Daily Times (Primos, PA)

Cloud to skip season to fight for social reform

- By Matthew DeGeorge mdegeorge@21st-centurymed­ia.com @sportsdoct­ormd on Twitter

The WNBA season is set to resume this summer during the COVID-19 pandemic. But Natasha Cloud won’t be part of it.

Cloud announced via Instagram Monday evening that she will skip the season to focus on “something bigger than myself.”

“This has been one of the toughest decisions of my career,” Cloud wrote. “But, I will be foregoing the 2020 WNBA season. There’s a lot of factors that led to this decision, but the biggest being that I am more than an athlete. I have a responsibi­lity to myself, to my community, and to my future children to fight for something that is much bigger than myself and the game of basketball. I will instead, continue the fight on the front lines for social reform, because until black lives matter, all lives can’t matter.”

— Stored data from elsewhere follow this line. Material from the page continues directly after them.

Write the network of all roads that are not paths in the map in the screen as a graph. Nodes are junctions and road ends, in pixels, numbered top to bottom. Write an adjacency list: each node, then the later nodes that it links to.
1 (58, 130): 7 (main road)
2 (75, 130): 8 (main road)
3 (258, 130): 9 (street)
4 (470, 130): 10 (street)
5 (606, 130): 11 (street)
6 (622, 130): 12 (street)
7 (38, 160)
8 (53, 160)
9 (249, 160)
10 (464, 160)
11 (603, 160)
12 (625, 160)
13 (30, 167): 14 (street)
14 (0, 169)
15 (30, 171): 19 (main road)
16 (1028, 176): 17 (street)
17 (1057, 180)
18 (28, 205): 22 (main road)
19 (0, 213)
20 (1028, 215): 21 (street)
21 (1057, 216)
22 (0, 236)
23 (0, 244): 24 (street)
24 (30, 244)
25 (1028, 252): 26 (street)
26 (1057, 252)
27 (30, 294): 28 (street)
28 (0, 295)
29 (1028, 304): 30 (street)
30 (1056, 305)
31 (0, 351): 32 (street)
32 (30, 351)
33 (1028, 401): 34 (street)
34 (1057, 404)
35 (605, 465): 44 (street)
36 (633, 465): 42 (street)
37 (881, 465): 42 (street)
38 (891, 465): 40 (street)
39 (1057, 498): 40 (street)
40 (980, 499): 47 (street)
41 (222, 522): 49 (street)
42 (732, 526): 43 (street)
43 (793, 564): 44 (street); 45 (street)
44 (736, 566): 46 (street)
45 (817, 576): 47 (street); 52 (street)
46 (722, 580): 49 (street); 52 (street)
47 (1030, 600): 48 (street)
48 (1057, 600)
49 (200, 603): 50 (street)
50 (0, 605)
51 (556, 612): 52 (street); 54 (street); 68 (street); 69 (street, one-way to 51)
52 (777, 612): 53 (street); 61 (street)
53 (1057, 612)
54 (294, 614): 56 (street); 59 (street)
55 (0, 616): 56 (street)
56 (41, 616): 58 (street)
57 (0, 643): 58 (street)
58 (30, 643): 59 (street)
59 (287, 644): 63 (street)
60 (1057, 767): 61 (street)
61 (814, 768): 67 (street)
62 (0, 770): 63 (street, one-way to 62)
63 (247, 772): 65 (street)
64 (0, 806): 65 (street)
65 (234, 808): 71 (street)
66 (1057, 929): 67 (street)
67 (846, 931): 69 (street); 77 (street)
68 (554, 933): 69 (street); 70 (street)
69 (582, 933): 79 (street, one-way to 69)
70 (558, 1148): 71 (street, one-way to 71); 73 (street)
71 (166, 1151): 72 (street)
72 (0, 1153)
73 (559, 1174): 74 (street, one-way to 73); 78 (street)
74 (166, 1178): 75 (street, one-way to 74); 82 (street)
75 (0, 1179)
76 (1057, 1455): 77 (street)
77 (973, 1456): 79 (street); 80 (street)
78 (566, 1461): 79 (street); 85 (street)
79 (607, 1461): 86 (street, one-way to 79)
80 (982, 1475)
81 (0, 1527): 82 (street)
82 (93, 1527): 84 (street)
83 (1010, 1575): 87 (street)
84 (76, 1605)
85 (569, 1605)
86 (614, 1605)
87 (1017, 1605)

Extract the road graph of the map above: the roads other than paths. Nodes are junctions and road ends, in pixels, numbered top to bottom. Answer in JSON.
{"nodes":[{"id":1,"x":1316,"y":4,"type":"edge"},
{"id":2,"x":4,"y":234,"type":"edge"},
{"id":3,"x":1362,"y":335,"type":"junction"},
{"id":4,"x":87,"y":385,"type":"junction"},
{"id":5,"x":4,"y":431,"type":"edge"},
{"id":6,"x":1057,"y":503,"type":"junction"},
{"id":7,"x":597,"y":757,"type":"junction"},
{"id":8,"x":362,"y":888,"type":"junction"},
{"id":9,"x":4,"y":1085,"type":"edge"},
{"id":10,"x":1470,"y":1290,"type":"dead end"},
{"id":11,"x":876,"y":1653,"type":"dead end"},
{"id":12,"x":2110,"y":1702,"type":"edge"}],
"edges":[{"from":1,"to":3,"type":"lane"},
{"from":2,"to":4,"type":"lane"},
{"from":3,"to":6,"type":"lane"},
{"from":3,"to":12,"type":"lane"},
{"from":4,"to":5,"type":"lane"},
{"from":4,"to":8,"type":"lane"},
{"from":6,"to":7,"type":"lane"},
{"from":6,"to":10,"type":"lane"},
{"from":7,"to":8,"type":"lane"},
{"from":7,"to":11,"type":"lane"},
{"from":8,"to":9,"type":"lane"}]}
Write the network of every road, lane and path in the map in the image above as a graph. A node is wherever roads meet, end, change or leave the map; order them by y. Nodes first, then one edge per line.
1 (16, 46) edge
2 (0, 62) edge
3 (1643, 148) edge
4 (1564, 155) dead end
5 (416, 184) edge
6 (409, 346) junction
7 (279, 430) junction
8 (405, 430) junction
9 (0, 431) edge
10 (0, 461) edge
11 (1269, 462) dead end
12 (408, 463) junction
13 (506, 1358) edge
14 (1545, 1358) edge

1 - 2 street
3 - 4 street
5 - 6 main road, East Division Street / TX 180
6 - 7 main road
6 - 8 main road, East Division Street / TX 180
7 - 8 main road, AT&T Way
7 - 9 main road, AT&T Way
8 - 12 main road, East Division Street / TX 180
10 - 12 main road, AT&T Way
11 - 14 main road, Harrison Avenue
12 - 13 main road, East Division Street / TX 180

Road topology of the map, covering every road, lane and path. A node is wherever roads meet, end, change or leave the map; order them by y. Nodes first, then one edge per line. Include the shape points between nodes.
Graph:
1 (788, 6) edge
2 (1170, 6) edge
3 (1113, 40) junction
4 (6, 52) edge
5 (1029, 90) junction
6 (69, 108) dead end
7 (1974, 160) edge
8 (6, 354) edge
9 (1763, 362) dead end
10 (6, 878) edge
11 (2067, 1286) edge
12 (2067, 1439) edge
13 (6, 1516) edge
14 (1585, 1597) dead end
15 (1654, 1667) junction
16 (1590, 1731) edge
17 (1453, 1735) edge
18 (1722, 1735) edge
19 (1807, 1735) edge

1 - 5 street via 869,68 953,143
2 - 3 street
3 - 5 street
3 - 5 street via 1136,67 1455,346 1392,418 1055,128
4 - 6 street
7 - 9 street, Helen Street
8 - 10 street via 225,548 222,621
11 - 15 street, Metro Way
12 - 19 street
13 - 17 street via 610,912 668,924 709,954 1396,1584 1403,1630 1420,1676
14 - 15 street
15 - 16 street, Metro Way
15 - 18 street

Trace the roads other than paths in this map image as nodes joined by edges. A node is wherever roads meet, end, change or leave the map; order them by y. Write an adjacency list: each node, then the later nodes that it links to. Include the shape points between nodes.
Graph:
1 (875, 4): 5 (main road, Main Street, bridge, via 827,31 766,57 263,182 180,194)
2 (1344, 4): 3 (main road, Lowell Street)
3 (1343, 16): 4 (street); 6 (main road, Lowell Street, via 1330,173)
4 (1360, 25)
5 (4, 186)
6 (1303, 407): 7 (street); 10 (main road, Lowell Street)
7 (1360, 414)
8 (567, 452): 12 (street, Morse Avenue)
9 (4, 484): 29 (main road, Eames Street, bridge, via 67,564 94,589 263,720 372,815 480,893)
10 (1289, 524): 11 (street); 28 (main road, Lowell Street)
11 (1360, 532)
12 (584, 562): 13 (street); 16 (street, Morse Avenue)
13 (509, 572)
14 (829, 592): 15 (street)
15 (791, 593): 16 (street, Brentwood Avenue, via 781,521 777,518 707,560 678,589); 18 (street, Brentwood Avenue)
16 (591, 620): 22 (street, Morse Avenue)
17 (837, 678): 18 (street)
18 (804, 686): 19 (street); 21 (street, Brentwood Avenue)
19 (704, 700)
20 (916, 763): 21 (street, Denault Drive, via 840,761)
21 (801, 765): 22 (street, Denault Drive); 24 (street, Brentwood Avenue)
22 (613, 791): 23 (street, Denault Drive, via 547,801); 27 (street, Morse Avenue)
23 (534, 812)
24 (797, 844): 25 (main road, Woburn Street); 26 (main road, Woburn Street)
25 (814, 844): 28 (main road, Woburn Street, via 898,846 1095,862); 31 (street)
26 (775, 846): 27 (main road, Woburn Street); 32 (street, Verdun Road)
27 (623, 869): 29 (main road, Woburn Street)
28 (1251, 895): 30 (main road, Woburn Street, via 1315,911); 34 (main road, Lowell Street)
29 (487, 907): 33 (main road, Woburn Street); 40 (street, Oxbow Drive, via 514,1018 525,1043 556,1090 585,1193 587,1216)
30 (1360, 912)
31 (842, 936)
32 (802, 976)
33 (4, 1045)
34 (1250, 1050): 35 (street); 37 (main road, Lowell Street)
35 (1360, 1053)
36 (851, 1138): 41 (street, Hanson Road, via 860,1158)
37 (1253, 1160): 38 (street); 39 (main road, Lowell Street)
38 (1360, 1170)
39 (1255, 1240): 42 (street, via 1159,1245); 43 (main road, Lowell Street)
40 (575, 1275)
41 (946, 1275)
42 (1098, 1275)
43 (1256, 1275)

Cloud last year led the Washington Mystics to their first WNBA title. The Cardinal O’Hara All-Delco and Saint Joseph’s grad averaged a career-best 9.0 points and

5.6 assists during the regular season, upping those averages to 13.1 ppg and 6.2 apg in the playoffs. She averaged

14.4 points in the WNBA final, scoring 18 points in the Game 5 win over Connecticu­t to clinch the title.

The point guard is the franchise’s all-time assists leader, having played 150 regular-season games over the last five seasons.

She’s drawn just as many accolades for her work off the court, especially in the Washington D.C. community. She led a team media blackout during last season to draw attention to recent shootings near an elementary school in Northwest D.C. She won the WNBA’s Dawn Staley Community Service Award last year and has been on the front lines of protests in Philadelph­ia and Washington since the May 25 killing of George Floyd by Minneapoli­s police. Cloud penned an essay for the Players Tribune just after Floyd’s death, likening white silence on matters of race to “a knee on my neck.” Cloud was the 2019 Daily Times Sports Figure of the Year.

Cloud’s teammate LaToya Sanders also announced that she would skip the season, citing the decision as “what’s best for my health and family.”

The WNBA has precedent for socially conscious decisions like Cloud’s. Former UConn star and twotime Olympic gold medalist Maya Moore has put her career on hold for two seasons while working for criminal justice reform. Atlanta Dream guard Renee Montgomery announced last week that she will skip the shortened season to focus on social justice issues.